§ **ACTIVITY**: Repeat each entry exactly.

Segment Start: AVAILABLE DATA

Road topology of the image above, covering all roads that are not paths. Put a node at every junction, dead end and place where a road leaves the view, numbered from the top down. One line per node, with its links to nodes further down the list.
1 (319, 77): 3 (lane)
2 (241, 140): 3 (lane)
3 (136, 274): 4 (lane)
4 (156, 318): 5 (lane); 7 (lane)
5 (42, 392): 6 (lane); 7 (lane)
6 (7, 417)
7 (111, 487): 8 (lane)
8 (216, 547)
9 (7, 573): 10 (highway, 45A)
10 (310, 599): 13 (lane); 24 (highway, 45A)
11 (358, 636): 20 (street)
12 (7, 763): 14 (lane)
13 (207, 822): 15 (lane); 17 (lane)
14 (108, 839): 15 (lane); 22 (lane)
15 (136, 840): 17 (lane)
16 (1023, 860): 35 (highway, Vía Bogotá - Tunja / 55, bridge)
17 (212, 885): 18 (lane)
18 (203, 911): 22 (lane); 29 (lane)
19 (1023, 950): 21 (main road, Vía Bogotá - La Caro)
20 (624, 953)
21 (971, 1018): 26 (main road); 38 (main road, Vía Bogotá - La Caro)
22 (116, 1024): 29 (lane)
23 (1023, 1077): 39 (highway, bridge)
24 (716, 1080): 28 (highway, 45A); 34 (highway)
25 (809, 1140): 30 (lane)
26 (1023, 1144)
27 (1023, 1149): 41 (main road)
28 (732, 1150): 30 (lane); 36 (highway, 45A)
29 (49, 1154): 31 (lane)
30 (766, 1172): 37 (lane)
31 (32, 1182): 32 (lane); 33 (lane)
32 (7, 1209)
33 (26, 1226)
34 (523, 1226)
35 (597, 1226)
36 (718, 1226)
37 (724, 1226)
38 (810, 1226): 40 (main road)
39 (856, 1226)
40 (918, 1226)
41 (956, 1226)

Segment End: AVAILABLE DATA

§ **RESULT BELOW**:
Road topology of the image above, covering all roads that are not paths. Put a node at every junction, dead end and place where a road leaves the view, numbered from the top down. One line per node, with its links to nodes further down the list.
1 (319, 77): 3 (lane)
2 (241, 140): 3 (lane)
3 (136, 274): 4 (lane)
4 (156, 318): 5 (lane); 7 (lane)
5 (42, 392): 6 (lane); 7 (lane)
6 (7, 417)
7 (111, 487): 8 (lane)
8 (216, 547)
9 (7, 573): 10 (highway, 45A)
10 (310, 599): 13 (lane); 24 (highway, 45A)
11 (358, 636): 20 (street)
12 (7, 763): 14 (lane)
13 (207, 822): 15 (lane); 17 (lane)
14 (108, 839): 15 (lane); 22 (lane)
15 (136, 840): 17 (lane)
16 (1023, 860): 35 (highway, Vía Bogotá - Tunja / 55, bridge)
17 (212, 885): 18 (lane)
18 (203, 911): 22 (lane); 29 (lane)
19 (1023, 950): 21 (main road, Vía Bogotá - La Caro)
20 (624, 953)
21 (971, 1018): 26 (main road); 38 (main road, Vía Bogotá - La Caro)
22 (116, 1024): 29 (lane)
23 (1023, 1077): 39 (highway, bridge)
24 (716, 1080): 28 (highway, 45A); 34 (highway)
25 (809, 1140): 30 (lane)
26 (1023, 1144)
27 (1023, 1149): 41 (main road)
28 (732, 1150): 30 (lane); 36 (highway, 45A)
29 (49, 1154): 31 (lane)
30 (766, 1172): 37 (lane)
31 (32, 1182): 32 (lane); 33 (lane)
32 (7, 1209)
33 (26, 1226)
34 (523, 1226)
35 (597, 1226)
36 (718, 1226)
37 (724, 1226)
38 (810, 1226): 40 (main road)
39 (856, 1226)
40 (918, 1226)
41 (956, 1226)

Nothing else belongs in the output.